[SOURCE RECORDS Boundary: Start]

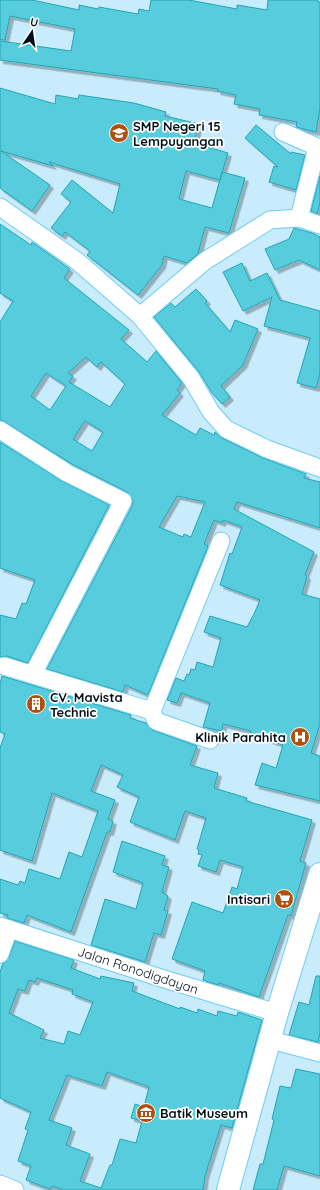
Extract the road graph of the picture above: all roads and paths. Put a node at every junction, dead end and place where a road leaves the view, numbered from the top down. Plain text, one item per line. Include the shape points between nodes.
1 (283, 132) dead end
2 (319, 141) edge
3 (0, 207) edge
4 (299, 218) junction
5 (320, 225) edge
6 (140, 316) junction
7 (0, 430) edge
8 (320, 468) edge
9 (221, 541) dead end
10 (1, 668) edge
11 (33, 674) junction
12 (152, 711) junction
13 (210, 740) dead end
14 (320, 874) edge
15 (5, 927) edge
16 (0, 954) edge
17 (277, 1013) junction
18 (271, 1040) junction
19 (320, 1053) edge
20 (0, 1184) edge
21 (15, 1190) edge
22 (228, 1190) edge

1 - 2 street
2 - 4 street
3 - 6 street via 77,261
4 - 5 street
4 - 6 street via 270,220 205,261
6 - 8 street via 191,378 217,421 226,429 267,449
7 - 11 street via 67,473 123,502
9 - 12 street
10 - 11 street
11 - 12 street
12 - 13 street via 156,721
14 - 17 main road
15 - 16 street
15 - 17 street, Jalan Ronodigdayan
17 - 18 main road
18 - 19 street
18 - 22 main road
20 - 21 street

[SOURCE RECORDS Boundary: End]

- _WORK TASK_
Leave the pictures aside and give the records above back word for word.

- _OUTPUT FOR THIS EXERCISE_
Extract the road graph of the picture above: all roads and paths. Put a node at every junction, dead end and place where a road leaves the view, numbered from the top down. Plain text, one item per line. Include the shape points between nodes.
1 (283, 132) dead end
2 (319, 141) edge
3 (0, 207) edge
4 (299, 218) junction
5 (320, 225) edge
6 (140, 316) junction
7 (0, 430) edge
8 (320, 468) edge
9 (221, 541) dead end
10 (1, 668) edge
11 (33, 674) junction
12 (152, 711) junction
13 (210, 740) dead end
14 (320, 874) edge
15 (5, 927) edge
16 (0, 954) edge
17 (277, 1013) junction
18 (271, 1040) junction
19 (320, 1053) edge
20 (0, 1184) edge
21 (15, 1190) edge
22 (228, 1190) edge

1 - 2 street
2 - 4 street
3 - 6 street via 77,261
4 - 5 street
4 - 6 street via 270,220 205,261
6 - 8 street via 191,378 217,421 226,429 267,449
7 - 11 street via 67,473 123,502
9 - 12 street
10 - 11 street
11 - 12 street
12 - 13 street via 156,721
14 - 17 main road
15 - 16 street
15 - 17 street, Jalan Ronodigdayan
17 - 18 main road
18 - 19 street
18 - 22 main road
20 - 21 street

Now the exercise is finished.